Others were euphoric. "This is only the beginning," they said. "Russia has finally stopped back-stepping. Now everything will be different. The situation will improve and the country will have a new life!"
That was the voice of the majority. Frankly, even many people whose education, age and accumulated experience living in this country would have ordinarily put them in the camp of the doubters and critics, were also wildly enthusiastic about the annexation.
And although most of my friends and family members and I never dreamed at the time of celebrating the annexation, I understood then, and still do now, why others were so happy about it.
Imagine a city where something once went seriously wrong many years ago, but still within memory of the living generations. The ships of that city plied the oceans of the earth, astronomers observed the constellations and the residents were proud and happy for their children.
Not everything went smoothly. The city was led by a succession of decrepit and small-minded old men. Secret police had the authority to monitor and decide the fate of anyone they pleased. The military demanded so many arms and ammunition that, one day, the city's residents did not have enough food.
The people believed their difficulties were only temporary and that their fathers and grandfathers had suffered through much worse. But it soon became clear that the city was falling into decline.
The situation gradually improved, but the city remained in the shadows despite the fact that trade rapidly gained pace and some townspeople became truly wealthy. However, the richest citizens left town and even those with lesser means who remained behind dreamed of sending their children to study and live abroad. It seemed as if the city had lost all hope for its future.
And then suddenly, amid this gloom, someone climbed the tower atop the town hall and raised the beautiful old flag of the city that the citizens had not seen for a quarter of a century. The people raised their heads and smiled at the flag flapping in the wind. Some had tears in their eyes, and all, without exception, felt the spark of hope for a better future rekindle in their chests.
Crimea was such a flag for Russia.
Who was right one year ago — those who anticipated inevitable retribution, or those who celebrated victory?
It seems neither.
Skeptics expected the West to mount an immediate response. They knew nobody would go to war against Russia with its nuclear weapons, but they felt the country was in such poor condition that the very first sanctions would put those presumptuous boys in the Kremlin in their places.
But 13 months have passed, and an increasing number of publishers around the world are printing maps that show Crimea in the same color as the Urals, Siberia, the Caucasus and Karelia.
The same boys sit in the Kremlin. True, prices are rising and millions of Russians are out of work — but no more than were unemployed during the hopelessly gloomy early 1990s.
And most importantly, Europe is sending signals that, despite the catastrophic loss of confidence in Russia, the old continent is looking for ways to restore cooperation. France might refund Russia for undelivered warships.

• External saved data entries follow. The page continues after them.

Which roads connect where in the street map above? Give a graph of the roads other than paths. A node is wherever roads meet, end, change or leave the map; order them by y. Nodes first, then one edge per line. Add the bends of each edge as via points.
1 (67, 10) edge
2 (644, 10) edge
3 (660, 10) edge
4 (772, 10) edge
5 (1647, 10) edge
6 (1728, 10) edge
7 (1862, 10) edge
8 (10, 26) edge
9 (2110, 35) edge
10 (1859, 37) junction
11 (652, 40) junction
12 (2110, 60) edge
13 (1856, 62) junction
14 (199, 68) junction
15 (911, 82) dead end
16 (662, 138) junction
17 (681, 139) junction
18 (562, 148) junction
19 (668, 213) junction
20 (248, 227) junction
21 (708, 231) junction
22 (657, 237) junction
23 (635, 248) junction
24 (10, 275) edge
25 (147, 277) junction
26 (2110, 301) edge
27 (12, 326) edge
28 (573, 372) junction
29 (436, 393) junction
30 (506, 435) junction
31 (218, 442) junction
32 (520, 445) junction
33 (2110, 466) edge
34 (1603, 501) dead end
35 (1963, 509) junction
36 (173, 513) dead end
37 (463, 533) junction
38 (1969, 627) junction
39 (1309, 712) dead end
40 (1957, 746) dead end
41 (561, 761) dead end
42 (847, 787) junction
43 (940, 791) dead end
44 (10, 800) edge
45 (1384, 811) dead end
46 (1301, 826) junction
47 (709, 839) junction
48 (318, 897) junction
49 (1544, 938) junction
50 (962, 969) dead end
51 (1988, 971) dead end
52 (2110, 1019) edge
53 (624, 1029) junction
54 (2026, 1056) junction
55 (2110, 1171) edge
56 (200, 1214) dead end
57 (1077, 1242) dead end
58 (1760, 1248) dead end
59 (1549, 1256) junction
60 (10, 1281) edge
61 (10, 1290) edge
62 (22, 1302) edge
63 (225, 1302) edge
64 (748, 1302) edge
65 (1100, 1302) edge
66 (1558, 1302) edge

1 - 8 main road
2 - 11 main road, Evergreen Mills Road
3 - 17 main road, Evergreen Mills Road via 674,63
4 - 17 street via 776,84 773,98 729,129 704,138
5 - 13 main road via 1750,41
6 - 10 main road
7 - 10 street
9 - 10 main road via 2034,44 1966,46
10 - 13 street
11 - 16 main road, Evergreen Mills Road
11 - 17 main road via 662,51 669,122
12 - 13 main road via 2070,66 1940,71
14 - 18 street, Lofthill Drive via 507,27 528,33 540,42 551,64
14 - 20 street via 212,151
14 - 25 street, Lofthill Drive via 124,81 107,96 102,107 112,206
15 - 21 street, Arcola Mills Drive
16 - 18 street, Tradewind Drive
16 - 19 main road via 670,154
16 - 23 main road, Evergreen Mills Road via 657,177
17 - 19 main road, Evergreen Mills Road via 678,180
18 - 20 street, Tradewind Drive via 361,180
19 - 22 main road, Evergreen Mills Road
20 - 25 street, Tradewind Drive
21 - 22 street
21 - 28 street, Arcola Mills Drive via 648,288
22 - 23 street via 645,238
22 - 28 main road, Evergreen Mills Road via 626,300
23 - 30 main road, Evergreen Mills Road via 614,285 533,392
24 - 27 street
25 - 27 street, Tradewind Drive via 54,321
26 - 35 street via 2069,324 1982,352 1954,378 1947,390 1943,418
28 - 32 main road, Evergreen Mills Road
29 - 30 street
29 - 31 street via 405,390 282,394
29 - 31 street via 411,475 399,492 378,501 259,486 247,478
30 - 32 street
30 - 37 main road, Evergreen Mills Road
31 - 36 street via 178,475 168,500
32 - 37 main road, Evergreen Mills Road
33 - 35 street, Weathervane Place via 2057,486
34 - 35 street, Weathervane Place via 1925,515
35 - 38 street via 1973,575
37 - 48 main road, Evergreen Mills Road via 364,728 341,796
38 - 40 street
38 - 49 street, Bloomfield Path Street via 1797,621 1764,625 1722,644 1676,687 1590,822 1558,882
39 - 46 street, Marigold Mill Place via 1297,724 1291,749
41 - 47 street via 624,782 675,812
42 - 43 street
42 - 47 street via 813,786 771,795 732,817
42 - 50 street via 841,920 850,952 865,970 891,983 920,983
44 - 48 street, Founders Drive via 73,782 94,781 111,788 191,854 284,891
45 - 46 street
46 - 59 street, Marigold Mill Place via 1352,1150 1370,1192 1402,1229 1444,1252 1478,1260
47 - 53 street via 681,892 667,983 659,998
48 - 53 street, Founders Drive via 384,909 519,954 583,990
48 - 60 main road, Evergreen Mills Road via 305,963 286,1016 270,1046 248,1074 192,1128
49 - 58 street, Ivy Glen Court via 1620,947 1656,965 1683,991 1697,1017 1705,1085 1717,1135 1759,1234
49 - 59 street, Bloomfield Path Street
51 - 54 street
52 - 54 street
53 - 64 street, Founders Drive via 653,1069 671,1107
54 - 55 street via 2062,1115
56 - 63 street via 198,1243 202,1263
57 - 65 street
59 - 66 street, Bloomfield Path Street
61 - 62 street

Western leaders might decide to prolong or even strengthen sanctions, but the speech that German Chancellor Angela Merkel gave on April 17, in which she said a free trade zone project with Russia is important to Germany, told Putin exactly what he wanted to hear — namely, that no matter what happens, Russia is not the type of country that the West can afford to ignore.
Perhaps those analysts were right when they claimed all year long that Putin waged his campaign in Ukraine to win the respect Russia was lacking.
In the 21st century, history is written weekly, not yearly or even every 10 years. Russia has owned Crimea for one full year. The country did not collapse under sanctions — perhaps to its own surprise. There is no reason to doubt that if Russia manages to avoid making any fatal errors over the next 12 months, Crimea will become part of the new status quo in Eastern Europe.
Perhaps that is not the status quo Russia envisioned for itself back in 1991, or in 2007 when Putin made his famous speech at the security conference in Munich. But it is one that Russia has convinced its international partners to accept.
Whether we like it or not, that is a success for Putin and his place in history. Does that mean those who were rejoicing one year ago were right? I'm afraid not.
First, that flag appeared over the town hall a full 15 years after Putin came to power. Putin did not use the authoritarianism that characterized his 15 years in power as a tool to build, through unceasing daily labor, the foundation for Russia's prosperity.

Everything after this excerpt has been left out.